Why can’t identifiers start with a number?

Published by marco on

The video I’m not sure how much longer I can wait! by Kevin Powell is an excellent introduction to sub-grids in CSS. But I was more interested in the fact that he told his viewers that,

“you can use numbers in classes, but if you have a class or id that starts with a number, it’s invalid. […] It’s one of those weird things in CSS that sometimes trips people up.”

I immediately thought to myself, “it’s not weird. Every programming language is like that.”

Then, I thought, “I bet this guy only knows CSS, so he doesn’t have anything to compare it to.”

Then, I thought, “Wait…why can’t you start an identifier with a number?”

And, finally, “I bet it’s a lexing/parsing thing.”

Parser or lexer?

I’ve written several parsers for medium-sized languages and my gut feeling is that letting an identifier start with a number seems like a surefire way of making the lexer more ambiguous or pushing more work into the parsing stage.
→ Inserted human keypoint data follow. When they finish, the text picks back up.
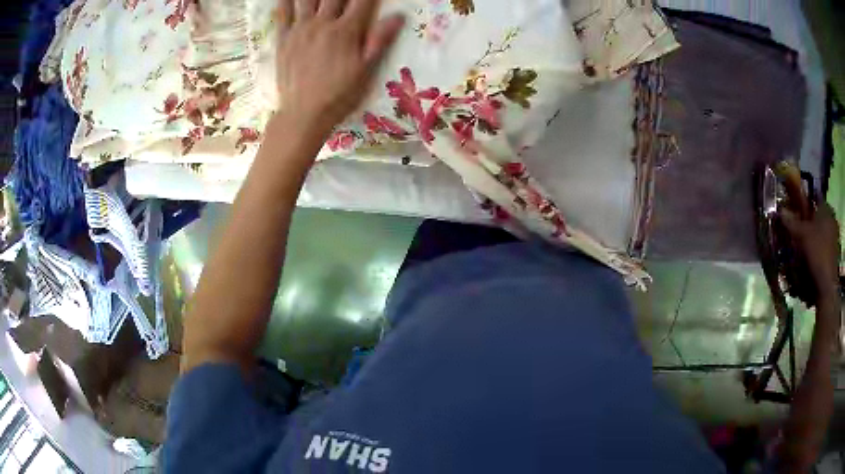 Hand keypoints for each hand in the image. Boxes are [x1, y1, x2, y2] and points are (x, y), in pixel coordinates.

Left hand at [275, 0, 403, 130]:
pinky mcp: (283, 38)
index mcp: (346, 31)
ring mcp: (300, 29)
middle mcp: (322, 24)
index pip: (363, 0)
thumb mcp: (366, 71)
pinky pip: (283, 13)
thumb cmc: (339, 95)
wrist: (303, 115)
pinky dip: (286, 1)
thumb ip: (380, 40)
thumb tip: (398, 16)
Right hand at [782, 202, 841, 297]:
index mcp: (826, 208)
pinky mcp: (833, 252)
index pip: (814, 198)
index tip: (796, 208)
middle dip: (808, 221)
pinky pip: (823, 245)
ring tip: (802, 246)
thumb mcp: (802, 235)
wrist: (827, 285)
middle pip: (817, 216)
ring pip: (820, 231)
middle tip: (797, 229)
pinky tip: (810, 257)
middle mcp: (831, 219)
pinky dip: (816, 248)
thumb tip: (781, 210)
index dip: (804, 202)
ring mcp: (834, 237)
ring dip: (812, 236)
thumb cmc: (817, 253)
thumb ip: (791, 222) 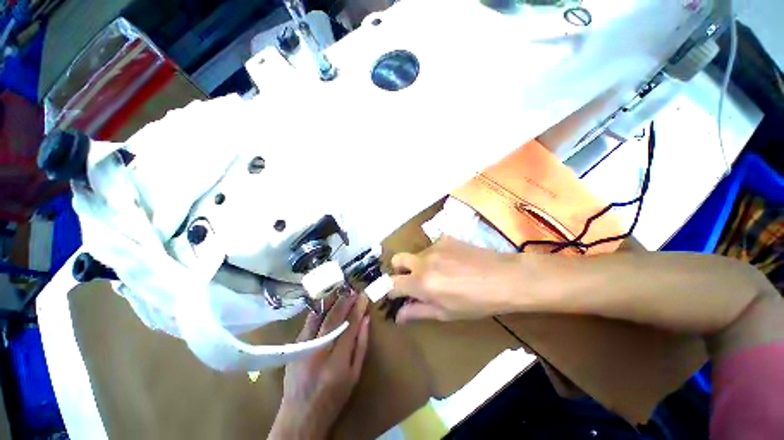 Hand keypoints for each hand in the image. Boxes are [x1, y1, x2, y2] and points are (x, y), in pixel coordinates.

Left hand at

For example, if 25L can be either an identifier or a long integer, then the parser has to figure out from context which one it is (e.g. by checking whether that identifier is declared). If it can only be a number, then it comes out of the lexer as a number token and the parser doesn’t have to disambiguate.
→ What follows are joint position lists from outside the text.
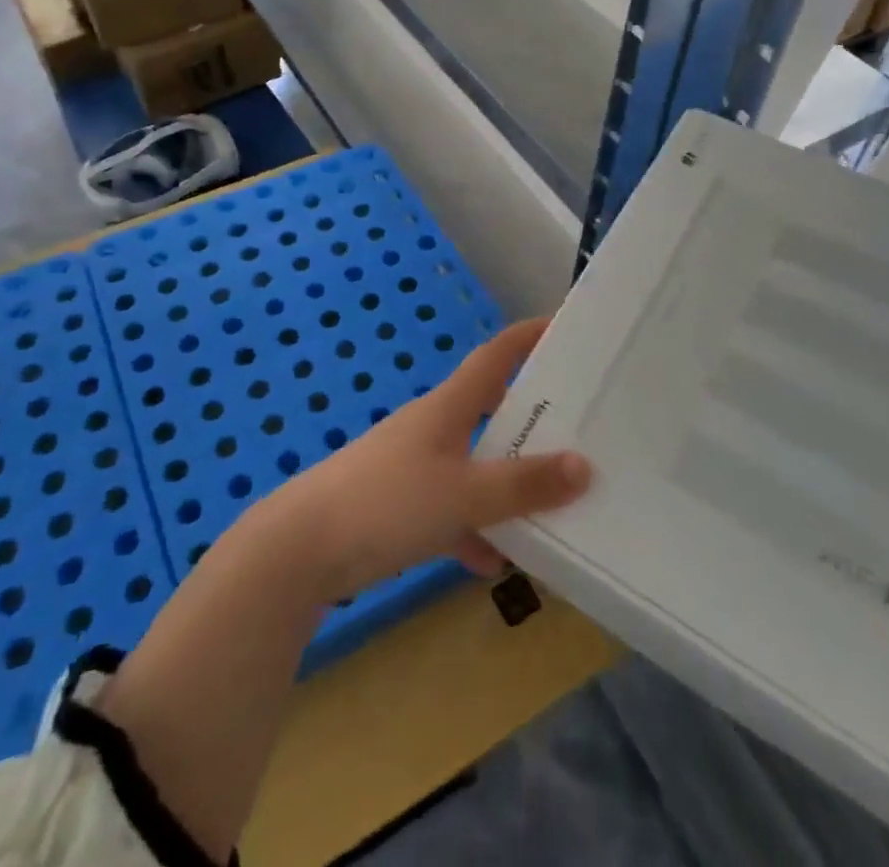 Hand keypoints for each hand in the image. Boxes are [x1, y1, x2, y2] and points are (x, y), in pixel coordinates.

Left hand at [273, 317, 589, 601]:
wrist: (303, 547)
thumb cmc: (388, 501)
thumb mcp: (465, 494)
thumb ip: (523, 484)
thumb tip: (584, 465)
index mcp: (448, 407)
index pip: (494, 356)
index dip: (527, 337)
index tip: (562, 327)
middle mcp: (433, 428)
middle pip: (489, 411)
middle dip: (531, 421)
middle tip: (578, 432)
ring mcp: (414, 466)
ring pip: (474, 466)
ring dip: (506, 485)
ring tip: (553, 508)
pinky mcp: (400, 505)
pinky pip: (451, 511)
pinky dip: (474, 529)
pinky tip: (495, 561)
Even if your language doesn’t allow suffixes, you’d still have the problem with an identifier like 25, which would be legal unless you introduce the additional restriction that an identifier must have at least one alphabetic character. In that case, though, you might as well make the rule that the identifier has to start with an alphabetic character and avoid the whole ambiguity.

With that common—not weird!—rule, the disambiguation happens in the lexer, where the operation is clearer and less expensive, performance-wise.

Unresolvable ambiguity

It’s actually worse than that, though. In the case of a programming language, you could see how the following would result in a compiler ambiguity:

var 3 = 5; // I'm already confused
           //…the compiler gets it, though

var a = 3; // Now, the compiler's confused as well

Is the developer assigned the value 3 to a or the variable 3? Not only is this a terrible idea for readability, the compiler can literally not resolve this ambiguity without additional information. So there have to be restrictions on identifier names in order to avoid clashes with not only reserved words (e.g. if) but also manifest constants (e.g. 3).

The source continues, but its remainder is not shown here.